Stored dataset items:
——————————

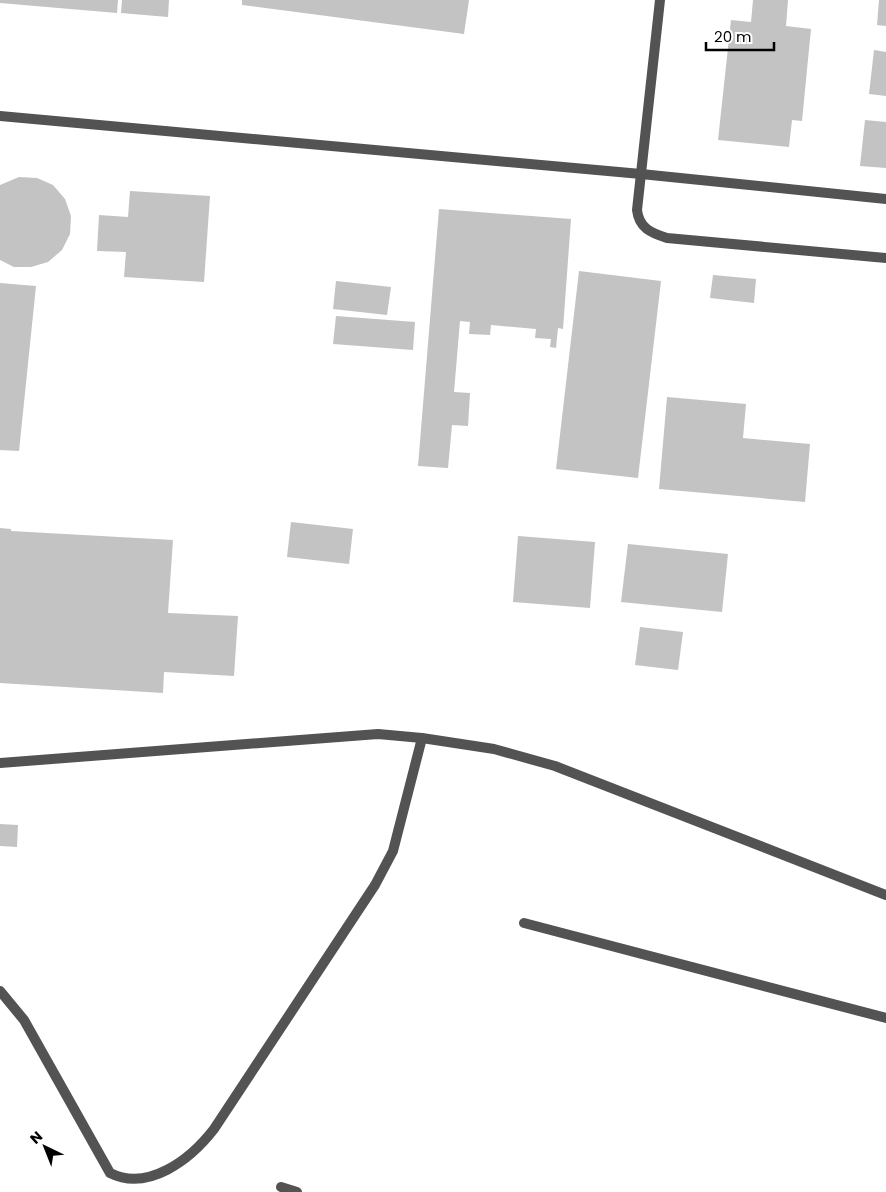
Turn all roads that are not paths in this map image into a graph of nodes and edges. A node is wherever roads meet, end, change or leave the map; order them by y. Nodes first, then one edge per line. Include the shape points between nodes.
1 (660, 0) edge
2 (0, 116) edge
3 (641, 174) junction
4 (886, 199) edge
5 (886, 258) edge
6 (422, 738) junction
7 (0, 762) edge
8 (886, 896) edge
9 (524, 923) dead end
10 (0, 991) edge
11 (886, 1018) edge
12 (158, 1186) dead end
13 (282, 1186) dead end
14 (130, 1189) dead end
15 (297, 1192) edge

1 - 3 street
2 - 3 street
3 - 4 street
3 - 5 street via 638,221 655,234 667,238
6 - 7 street via 378,734
6 - 8 street via 494,749 555,766
6 - 12 street via 393,851 375,885 214,1129 195,1154
9 - 11 street
10 - 14 street via 24,1020 110,1173 119,1184
13 - 15 street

——————————

__WORK ITEM__. Could you copy the lines above exactly and skip the images?

__EXERCISE ANSWER__.
Turn all roads that are not paths in this map image into a graph of nodes and edges. A node is wherever roads meet, end, change or leave the map; order them by y. Nodes first, then one edge per line. Include the shape points between nodes.
1 (660, 0) edge
2 (0, 116) edge
3 (641, 174) junction
4 (886, 199) edge
5 (886, 258) edge
6 (422, 738) junction
7 (0, 762) edge
8 (886, 896) edge
9 (524, 923) dead end
10 (0, 991) edge
11 (886, 1018) edge
12 (158, 1186) dead end
13 (282, 1186) dead end
14 (130, 1189) dead end
15 (297, 1192) edge

1 - 3 street
2 - 3 street
3 - 4 street
3 - 5 street via 638,221 655,234 667,238
6 - 7 street via 378,734
6 - 8 street via 494,749 555,766
6 - 12 street via 393,851 375,885 214,1129 195,1154
9 - 11 street
10 - 14 street via 24,1020 110,1173 119,1184
13 - 15 street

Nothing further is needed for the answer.